How Bout Dem Bears? 3 Answers to the Dreaded Question
The game clock was broken at Soldier Field on Sunday, so if you asked anyone in the stadium if they really knew what time it was, they would have to reply no. Fortunately, with the Bears playing the Vikings in the second half of a lost season for both teams, the response would also be in the negative if the first question was followed up with a “does anybody really care?” Week 11’s triumph over the mighty Vikings only serves the purpose of allowing the Bears coaching staff to continue to pretend that this season is only a minor derailment on the track to success, rather than the complete train wreck that it clearly is.
When the Bears kicked off the 2014 season, competing for an NFC North crown seemed well within the scope of reason. Instead, Bears fans have been treated to a year that has featured the following trifecta (all of these events have transpired within the last 123:01 of game time):
3. Brandon Marshall, the Bears’ best receiver and biggest headache, challenged a Lions fan to a fight on Instagram (personally, I only throw down if someone lets me know that they want to rumble via Pinterest, much more tasteful), offering to pay the guy $25,000 if he would meet Marshall in a boxing ring. It would not surprise me at all if the Bears become the third team in Marshall’s career to desperately seek to cut ties with the incredibly talented and productive receiver.
2. Defensive end Lamarr Houston injured himself while celebrating a sack of the backup quarterback with the Bears down 25, and three minutes to play in the game against New England.

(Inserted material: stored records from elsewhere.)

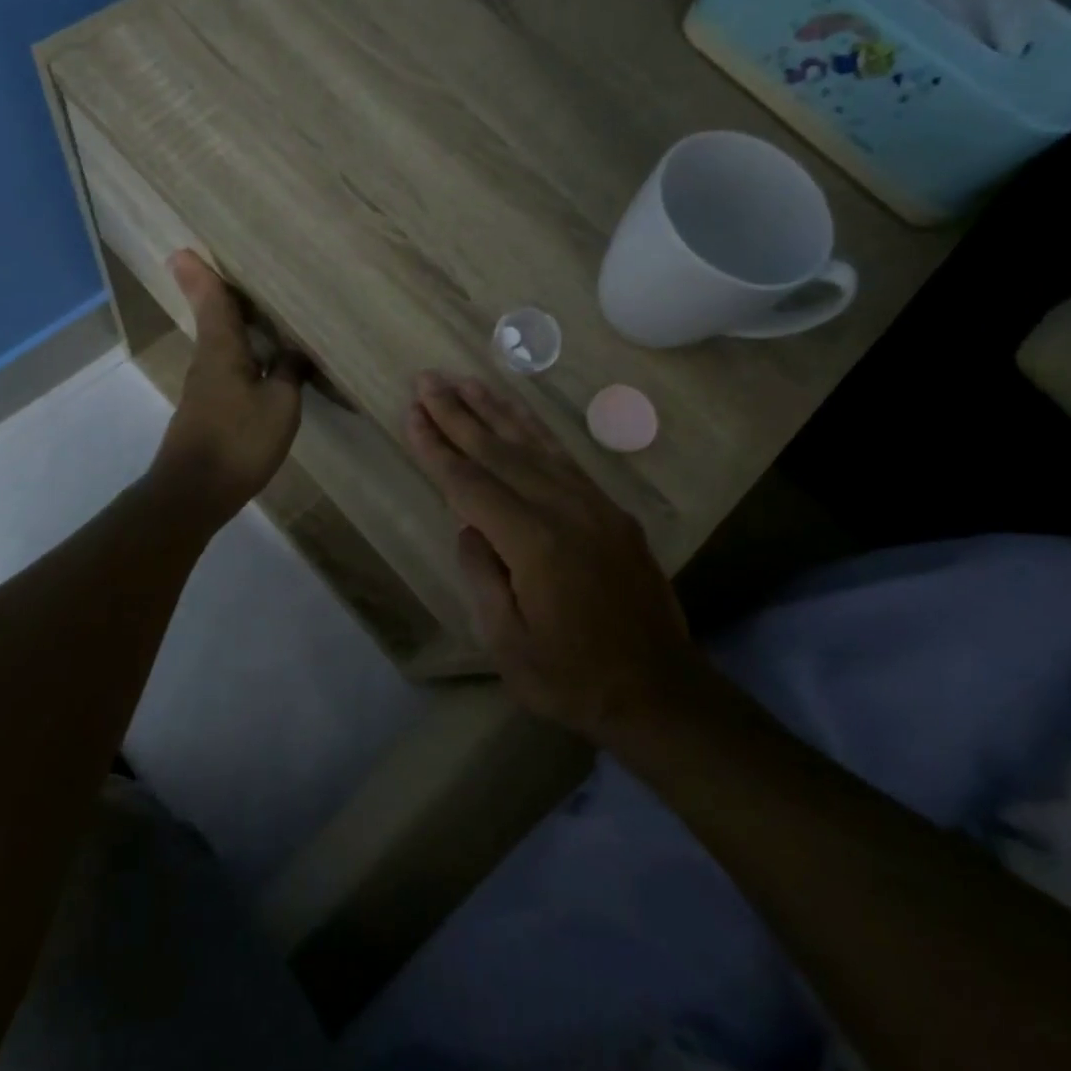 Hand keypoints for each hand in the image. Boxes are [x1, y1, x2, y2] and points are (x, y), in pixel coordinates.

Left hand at [151, 251, 304, 522]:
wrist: (194, 492)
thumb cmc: (238, 440)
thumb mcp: (280, 405)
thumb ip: (289, 373)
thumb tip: (295, 351)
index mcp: (222, 350)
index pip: (212, 301)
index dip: (202, 275)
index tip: (183, 250)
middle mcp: (207, 361)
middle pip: (212, 318)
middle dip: (217, 293)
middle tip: (228, 270)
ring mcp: (204, 387)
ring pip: (219, 343)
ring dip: (231, 323)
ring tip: (256, 310)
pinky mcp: (208, 410)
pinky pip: (226, 367)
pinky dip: (240, 353)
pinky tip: (260, 362)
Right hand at [404, 371, 689, 741]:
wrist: (659, 690)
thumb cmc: (572, 677)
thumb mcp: (507, 642)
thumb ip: (482, 575)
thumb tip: (468, 526)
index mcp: (533, 543)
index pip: (469, 483)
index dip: (436, 447)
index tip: (411, 412)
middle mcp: (562, 509)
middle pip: (498, 451)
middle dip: (457, 413)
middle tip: (427, 379)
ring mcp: (592, 504)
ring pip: (533, 443)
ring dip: (495, 409)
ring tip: (465, 381)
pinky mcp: (609, 509)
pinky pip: (564, 457)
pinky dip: (535, 429)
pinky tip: (518, 414)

1. Prior to last week’s Packers game, my father-in-law told me that his fantasy team needed 60 combined points out of Aaron Rodgers and Jordy Nelson to win. I told him that I would bet that he would get the victory, but he might have to stay up late if he wanted to watch it happen. He was on his way to bed, victory in hand, with three minutes gone in the second quarter.
In a league that allows teams to turn their fortunes around faster than teams in any other sport, the Bears now seem as far away from championship contention as they have in the last decade. This is only the third season over the last ten years (2007 and 2009 being the others) in which the Bears have been done playing meaningful games before Thanksgiving. For a team that has only won three playoff games in that span, that’s an impressive stretch of faux-contention.
The problem is that this team wasn’t in “let’s wait and see” mode. This was “book the hotel room in Phoenix and print the Super Bowl tickets” mode. This was “sign the infuriating quarterback to an extension and get excited about the second year coach who won two fewer games than the guy he replaced but hey at least we scored some touchdowns so… wait a minute that sounds like a horrible plan!” mode.
The path back to hope for playoff football in Chicago won’t be a quick fix. It’s going to take a new coach, a boatload of new draft picks, and regrettably, and finally, a new quarterback. It’s hard to put a timetable on when this might happen – so fitting for a broken team without a clock.